Los diez minutos de Misterioso llegaron a su fin. Durante todo ese tiempo, Hackzell fue incapaz de quedarse quieto ni un segundo. Cuando el tema terminó y llegaron las improvisaciones, Hjelm apagó la cadena de música y Hackzell dijo:
—No. No sé. No sé nada de jazz. A veces los clientes quieren escuchar un poco y entonces lo pongo. No soy capaz de distinguir una canción de otra. Me parece todo igual.
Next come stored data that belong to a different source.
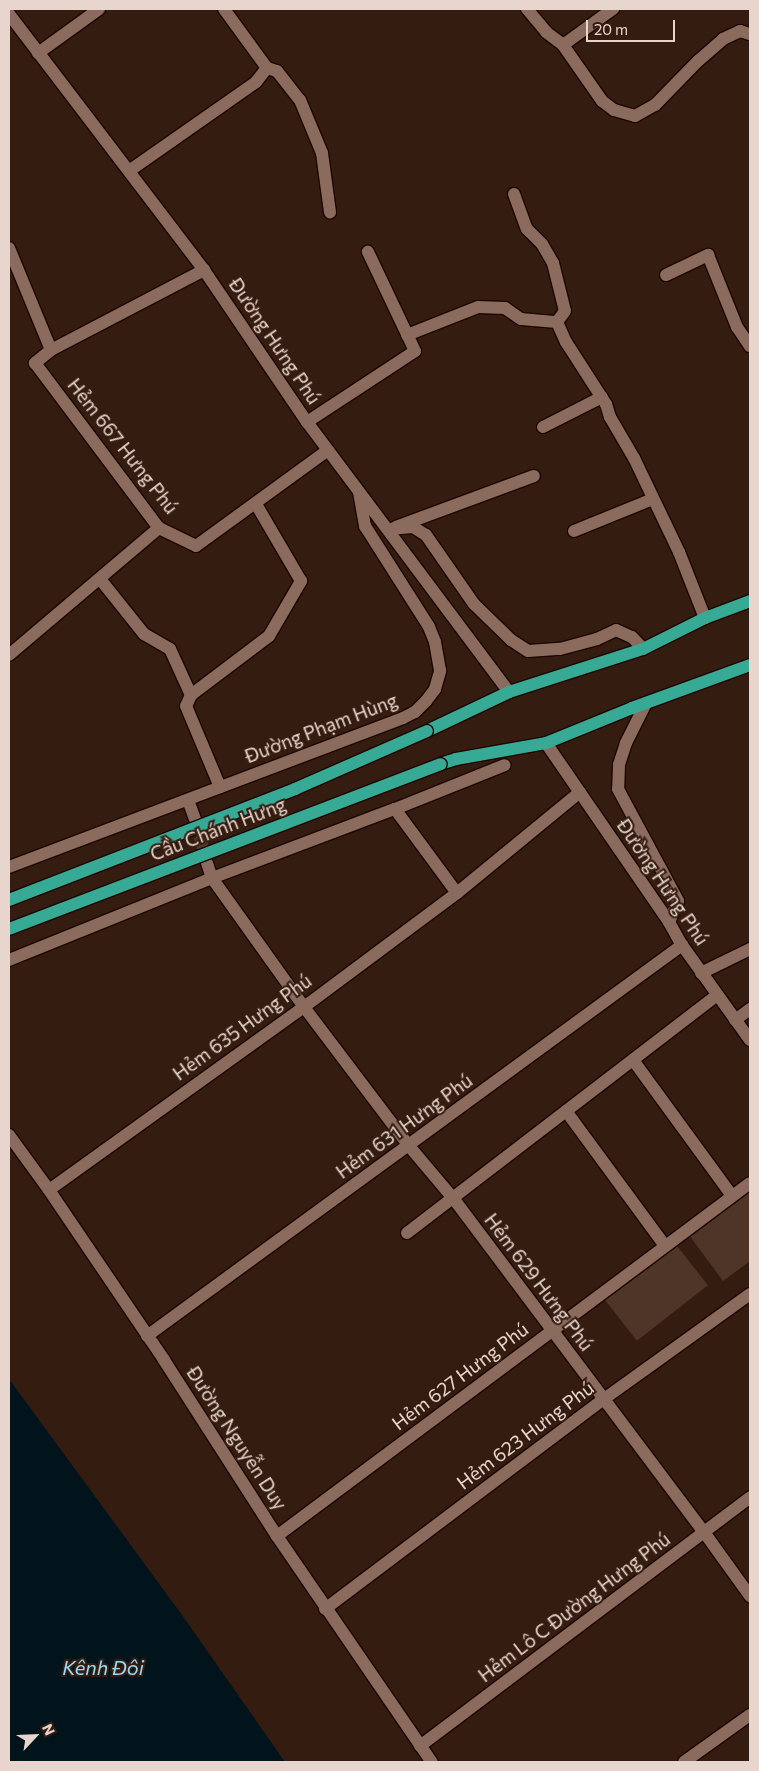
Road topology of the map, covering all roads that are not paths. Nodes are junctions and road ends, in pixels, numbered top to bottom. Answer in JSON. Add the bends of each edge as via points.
{"nodes":[{"id":1,"x":99,"y":9,"type":"edge"},
{"id":2,"x":224,"y":9,"type":"edge"},
{"id":3,"x":527,"y":9,"type":"edge"},
{"id":4,"x":613,"y":9,"type":"edge"},
{"id":5,"x":9,"y":14,"type":"edge"},
{"id":6,"x":750,"y":34,"type":"edge"},
{"id":7,"x":562,"y":45,"type":"junction"},
{"id":8,"x":38,"y":53,"type":"junction"},
{"id":9,"x":267,"y":68,"type":"junction"},
{"id":10,"x":130,"y":171,"type":"junction"},
{"id":11,"x":514,"y":194,"type":"dead end"},
{"id":12,"x":330,"y":212,"type":"dead end"},
{"id":13,"x":9,"y":248,"type":"edge"},
{"id":14,"x":368,"y":252,"type":"dead end"},
{"id":15,"x":204,"y":270,"type":"junction"},
{"id":16,"x":666,"y":275,"type":"dead end"},
{"id":17,"x":14,"y":276,"type":"edge"},
{"id":18,"x":557,"y":322,"type":"junction"},
{"id":19,"x":407,"y":335,"type":"junction"},
{"id":20,"x":750,"y":346,"type":"edge"},
{"id":21,"x":51,"y":350,"type":"junction"},
{"id":22,"x":602,"y":397,"type":"junction"},
{"id":23,"x":307,"y":422,"type":"junction"},
{"id":24,"x":543,"y":427,"type":"dead end"},
{"id":25,"x":328,"y":450,"type":"junction"},
{"id":26,"x":534,"y":476,"type":"dead end"},
{"id":27,"x":359,"y":492,"type":"junction"},
{"id":28,"x":653,"y":499,"type":"junction"},
{"id":29,"x":256,"y":504,"type":"junction"},
{"id":30,"x":159,"y":528,"type":"junction"},
{"id":31,"x":390,"y":529,"type":"junction"},
{"id":32,"x":574,"y":532,"type":"dead end"},
{"id":33,"x":100,"y":579,"type":"junction"},
{"id":34,"x":750,"y":601,"type":"edge"},
{"id":35,"x":705,"y":618,"type":"junction"},
{"id":36,"x":643,"y":649,"type":"junction"},
{"id":37,"x":9,"y":655,"type":"edge"},
{"id":38,"x":750,"y":665,"type":"edge"},
{"id":39,"x":509,"y":692,"type":"junction"},
{"id":40,"x":191,"y":695,"type":"junction"},
{"id":41,"x":646,"y":703,"type":"junction"},
{"id":42,"x":546,"y":743,"type":"junction"},
{"id":43,"x":505,"y":765,"type":"dead end"},
{"id":44,"x":220,"y":787,"type":"junction"},
{"id":45,"x":580,"y":792,"type":"junction"},
{"id":46,"x":188,"y":800,"type":"junction"},
{"id":47,"x":395,"y":809,"type":"junction"},
{"id":48,"x":195,"y":818,"type":"tunnel mouth"},
{"id":49,"x":207,"y":863,"type":"tunnel mouth"},
{"id":50,"x":9,"y":867,"type":"edge"},
{"id":51,"x":212,"y":878,"type":"junction"},
{"id":52,"x":457,"y":893,"type":"junction"},
{"id":53,"x":9,"y":900,"type":"edge"},
{"id":54,"x":669,"y":922,"type":"junction"},
{"id":55,"x":9,"y":929,"type":"edge"},
{"id":56,"x":682,"y":945,"type":"junction"},
{"id":57,"x":750,"y":949,"type":"edge"},
{"id":58,"x":9,"y":960,"type":"edge"},
{"id":59,"x":702,"y":972,"type":"junction"},
{"id":60,"x":717,"y":995,"type":"junction"},
{"id":61,"x":304,"y":1007,"type":"junction"},
{"id":62,"x":750,"y":1009,"type":"edge"},
{"id":63,"x":735,"y":1020,"type":"junction"},
{"id":64,"x":750,"y":1040,"type":"edge"},
{"id":65,"x":633,"y":1060,"type":"junction"},
{"id":66,"x":566,"y":1111,"type":"junction"},
{"id":67,"x":9,"y":1135,"type":"edge"},
{"id":68,"x":409,"y":1146,"type":"junction"},
{"id":69,"x":750,"y":1183,"type":"edge"},
{"id":70,"x":49,"y":1190,"type":"junction"},
{"id":71,"x":732,"y":1196,"type":"junction"},
{"id":72,"x":453,"y":1198,"type":"junction"},
{"id":73,"x":407,"y":1233,"type":"dead end"},
{"id":74,"x":665,"y":1246,"type":"junction"},
{"id":75,"x":750,"y":1294,"type":"edge"},
{"id":76,"x":552,"y":1330,"type":"junction"},
{"id":77,"x":147,"y":1336,"type":"junction"},
{"id":78,"x":604,"y":1399,"type":"junction"},
{"id":79,"x":750,"y":1497,"type":"edge"},
{"id":80,"x":704,"y":1532,"type":"junction"},
{"id":81,"x":277,"y":1536,"type":"junction"},
{"id":82,"x":750,"y":1596,"type":"edge"},
{"id":83,"x":325,"y":1609,"type":"junction"},
{"id":84,"x":750,"y":1715,"type":"edge"},
{"id":85,"x":420,"y":1746,"type":"junction"},
{"id":86,"x":432,"y":1762,"type":"edge"},
{"id":87,"x":684,"y":1762,"type":"edge"}],
"edges":[{"from":1,"to":8,"type":"street"},
{"from":2,"to":9,"type":"street"},
{"from":3,"to":7,"type":"street"},
{"from":4,"to":7,"type":"street"},
{"from":5,"to":8,"type":"street","name":"Đường Hưng Phú"},
{"from":6,"to":7,"type":"street","via":[[740,31],[723,40],[655,105],[635,116],[614,110],[602,101]]},
{"from":8,"to":10,"type":"street","name":"Đường Hưng Phú"},
{"from":9,"to":10,"type":"street","via":[[256,82]]},
{"from":9,"to":12,"type":"street","via":[[277,71],[300,100],[322,153]]},
{"from":10,"to":15,"type":"street","name":"Đường Hưng Phú"},
{"from":11,"to":18,"type":"street","via":[[527,229],[542,244],[553,263],[565,312]]},
{"from":13,"to":17,"type":"street"},
{"from":14,"to":19,"type":"street"},
{"from":15,"to":21,"type":"street"},
{"from":15,"to":23,"type":"street","name":"Đường Hưng Phú"},
{"from":16,"to":20,"type":"street","via":[[708,255],[736,327]]},
{"from":17,"to":21,"type":"street"},
{"from":18,"to":19,"type":"street","via":[[521,319],[505,308],[478,307]]},
{"from":18,"to":22,"type":"street","via":[[566,342]]},
{"from":19,"to":23,"type":"street","via":[[415,351]]},
{"from":21,"to":30,"type":"street","name":"Hẻm 667 Hưng Phú","via":[[35,363]]},
{"from":22,"to":24,"type":"street"},
{"from":22,"to":28,"type":"street"},
{"from":23,"to":25,"type":"street","name":"Đường Hưng Phú"},
{"from":25,"to":27,"type":"street","name":"Đường Hưng Phú"},
{"from":25,"to":29,"type":"street","name":"Hẻm 667 Hưng Phú"},
{"from":26,"to":31,"type":"street"},
{"from":27,"to":31,"type":"street","name":"Đường Hưng Phú"},
{"from":27,"to":44,"type":"street","name":"Đường Phạm Hùng","via":[[365,526],[435,642],[440,671],[435,689],[415,712],[403,718]]},
{"from":28,"to":32,"type":"street"},
{"from":28,"to":35,"type":"street","via":[[679,552]]},
{"from":29,"to":30,"type":"street","name":"Hẻm 667 Hưng Phú","via":[[196,546]]},
{"from":29,"to":40,"type":"street","via":[[301,581],[269,636]]},
{"from":30,"to":33,"type":"street"},
{"from":31,"to":36,"type":"street","via":[[413,527],[426,535],[474,604],[511,640],[528,651],[560,649],[616,630],[632,637]]},
{"from":31,"to":39,"type":"street","name":"Đường Hưng Phú"},
{"from":33,"to":37,"type":"street"},
{"from":33,"to":40,"type":"street","via":[[144,634],[170,649]]},
{"from":34,"to":35,"type":"main road"},
{"from":35,"to":36,"type":"main road"},
{"from":36,"to":39,"type":"main road"},
{"from":38,"to":41,"type":"main road"},
{"from":39,"to":53,"type":"main road","name":"Cầu Chánh Hưng","bridge":true,"via":[[296,789]]},
{"from":40,"to":44,"type":"street","via":[[186,706]]},
{"from":41,"to":42,"type":"main road"},
{"from":41,"to":54,"type":"street","via":[[626,743],[619,766],[618,789],[678,901]]},
{"from":42,"to":45,"type":"street","name":"Đường Hưng Phú"},
{"from":42,"to":55,"type":"main road","name":"Cầu Chánh Hưng","bridge":true,"via":[[440,764]]},
{"from":43,"to":47,"type":"street"},
{"from":44,"to":46,"type":"street","name":"Đường Phạm Hùng"},
{"from":45,"to":52,"type":"street","name":"Hẻm 635 Hưng Phú"},
{"from":45,"to":54,"type":"street","name":"Đường Hưng Phú"},
{"from":46,"to":48,"type":"street"},
{"from":46,"to":50,"type":"street","name":"Đường Phạm Hùng"},
{"from":47,"to":51,"type":"street"},
{"from":47,"to":52,"type":"street"},
{"from":49,"to":51,"type":"street","name":"Hẻm 629 Hưng Phú"},
{"from":51,"to":58,"type":"street"},
{"from":51,"to":61,"type":"street","name":"Hẻm 629 Hưng Phú"},
{"from":52,"to":61,"type":"street","name":"Hẻm 635 Hưng Phú"},
{"from":54,"to":56,"type":"street","name":"Đường Hưng Phú"},
{"from":56,"to":59,"type":"street","name":"Đường Hưng Phú"},
{"from":56,"to":68,"type":"street","name":"Hẻm 631 Hưng Phú"},
{"from":57,"to":59,"type":"street"},
{"from":59,"to":60,"type":"street","name":"Đường Hưng Phú"},
{"from":60,"to":63,"type":"street","name":"Đường Hưng Phú"},
{"from":60,"to":65,"type":"street"},
{"from":61,"to":68,"type":"street","name":"Hẻm 629 Hưng Phú"},
{"from":61,"to":70,"type":"street","name":"Hẻm 635 Hưng Phú"},
{"from":62,"to":63,"type":"street"},
{"from":63,"to":64,"type":"street","name":"Đường Hưng Phú"},
{"from":65,"to":66,"type":"street"},
{"from":65,"to":71,"type":"street"},
{"from":66,"to":72,"type":"street"},
{"from":66,"to":74,"type":"street"},
{"from":67,"to":70,"type":"street","name":"Đường Nguyễn Duy"},
{"from":68,"to":72,"type":"street","name":"Hẻm 629 Hưng Phú"},
{"from":68,"to":77,"type":"street","name":"Hẻm 631 Hưng Phú"},
{"from":69,"to":71,"type":"street","name":"Hẻm 627 Hưng Phú"},
{"from":70,"to":77,"type":"street","name":"Đường Nguyễn Duy"},
{"from":71,"to":74,"type":"street","name":"Hẻm 627 Hưng Phú"},
{"from":72,"to":73,"type":"street"},
{"from":72,"to":76,"type":"street","name":"Hẻm 629 Hưng Phú"},
{"from":74,"to":76,"type":"street","name":"Hẻm 627 Hưng Phú"},
{"from":75,"to":78,"type":"street","name":"Hẻm 623 Hưng Phú"},
{"from":76,"to":78,"type":"street","name":"Hẻm 629 Hưng Phú"},
{"from":76,"to":81,"type":"street","name":"Hẻm 627 Hưng Phú"},
{"from":77,"to":81,"type":"street","name":"Đường Nguyễn Duy"},
{"from":78,"to":80,"type":"street","name":"Hẻm 629 Hưng Phú"},
{"from":78,"to":83,"type":"street","name":"Hẻm 623 Hưng Phú"},
{"from":79,"to":80,"type":"street","name":"Hẻm Lô C Đường Hưng Phú"},
{"from":80,"to":82,"type":"street","name":"Hẻm 629 Hưng Phú"},
{"from":80,"to":85,"type":"street","name":"Hẻm Lô C Đường Hưng Phú"},
{"from":81,"to":83,"type":"street","name":"Đường Nguyễn Duy"},
{"from":83,"to":85,"type":"street","name":"Đường Nguyễn Duy"},
{"from":84,"to":87,"type":"street"},
{"from":85,"to":86,"type":"street","name":"Đường Nguyễn Duy"}]}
—¿Y no recuerdas a nadie en especial que quisiera escuchar jazz?
Hjelm no sabía muy bien hasta dónde quería llegar. Igor e Igor ya estaban cercados. La cinta, las balas de Kazakstan, Viktor X, las amenazas contra el Grupo Lovisedal.
—No, así de pronto, no —dijo Hackzell con pinta de que, además de la cara, se le hubiera caído también el cerebro—. Tengo que pensarlo con calma.
—De acuerdo, vamos a hacer lo siguiente. Si tienes una cinta virgen, te dejo que hagas una copia de Misterioso, o sea, ese tema de Monk, y tú te lo piensas con tranquilidad. Quiero una lista de personas que hayan pedido ese tema en especial, o jazz en general. No puedes abandonar Växjö bajo ningún concepto. Si lo haces, emitiremos una orden de busca y captura inmediatamente, a nivel nacional y con absoluta prioridad. ¿Entiendes?
Roger Hackzell asintió sumiso con la cabeza y Hjelm le hizo una copia de la cinta. Luego cogió el tren a Estocolmo y se permitió el lujo de estar contento consigo mismo durante todo el trayecto.